Delaware Backs Down on Law Forcing Pregnancy Centers to Post Disclaimers
Delaware officials have agreed to permanently stop enforcing a state law that forced pro-life pregnancy centers to post government-written disclaimers about their medical staffing, bringing a seventeen-month federal lawsuit to a close in favor of the centers. The consent order, finalized in late June 2026, resolves a case brought by the National Institute of Family and Life Advocates and A Door of Hope, a Delaware pregnancy center, against Senate Bill 300.

Senate Bill 300 took effect last year and required pregnancy help centers to post disclaimers, both inside their facilities and in all advertising, stating that no licensed medical provider directly supervised the services offered on site. Attorneys with Alliance Defending Freedom and Simms Showers filed suit on the centers' behalf in February 2025, arguing the law compelled speech that misrepresented their work and violated the First Amendment. A federal court halted enforcement of the law within a month of the filing while the case proceeded.

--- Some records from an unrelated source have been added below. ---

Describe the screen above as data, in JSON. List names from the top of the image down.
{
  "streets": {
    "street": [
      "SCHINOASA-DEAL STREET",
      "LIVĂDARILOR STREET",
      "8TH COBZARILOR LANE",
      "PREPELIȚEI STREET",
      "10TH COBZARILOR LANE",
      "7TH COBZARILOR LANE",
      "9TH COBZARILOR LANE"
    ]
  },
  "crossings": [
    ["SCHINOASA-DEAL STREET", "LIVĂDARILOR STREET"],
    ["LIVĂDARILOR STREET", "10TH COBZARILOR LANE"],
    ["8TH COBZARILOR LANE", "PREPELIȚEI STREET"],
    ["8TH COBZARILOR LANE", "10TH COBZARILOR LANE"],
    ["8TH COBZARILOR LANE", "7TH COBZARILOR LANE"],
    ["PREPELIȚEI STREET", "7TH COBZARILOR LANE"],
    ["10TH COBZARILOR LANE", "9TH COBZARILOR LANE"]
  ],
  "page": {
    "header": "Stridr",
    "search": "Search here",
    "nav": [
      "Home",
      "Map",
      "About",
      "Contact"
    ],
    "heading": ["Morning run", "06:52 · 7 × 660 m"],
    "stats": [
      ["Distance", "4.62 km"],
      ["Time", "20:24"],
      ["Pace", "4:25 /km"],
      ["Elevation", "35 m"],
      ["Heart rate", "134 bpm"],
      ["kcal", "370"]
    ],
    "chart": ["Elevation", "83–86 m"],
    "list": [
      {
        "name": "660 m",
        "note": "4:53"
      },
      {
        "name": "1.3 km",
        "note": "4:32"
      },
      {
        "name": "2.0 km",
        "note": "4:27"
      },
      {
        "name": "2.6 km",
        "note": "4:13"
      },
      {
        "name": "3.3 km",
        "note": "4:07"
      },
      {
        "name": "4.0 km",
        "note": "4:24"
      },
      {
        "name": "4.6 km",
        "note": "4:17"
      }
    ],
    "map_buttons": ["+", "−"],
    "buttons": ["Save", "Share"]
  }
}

Under the final settlement, the Delaware Attorney General's office agreed to pay $50,000 in attorneys' fees and costs, though the state did not concede the law was unconstitutional. Rachel Metzger, executive director of A Door of Hope, said of the original law: "The government is trying to silence us because of our beliefs. Our mission is to empower women to make life-affirming decisions. This law is an unlawful attempt to restrict our free speech simply because we hold a pro-life viewpoint." A Door of Hope offers pregnancy tests, limited ultrasounds, prenatal vitamins, adoption referrals, and post-abortion support at no charge, staffed in part by a volunteer medical director, a volunteer radiologist, and registered nurses.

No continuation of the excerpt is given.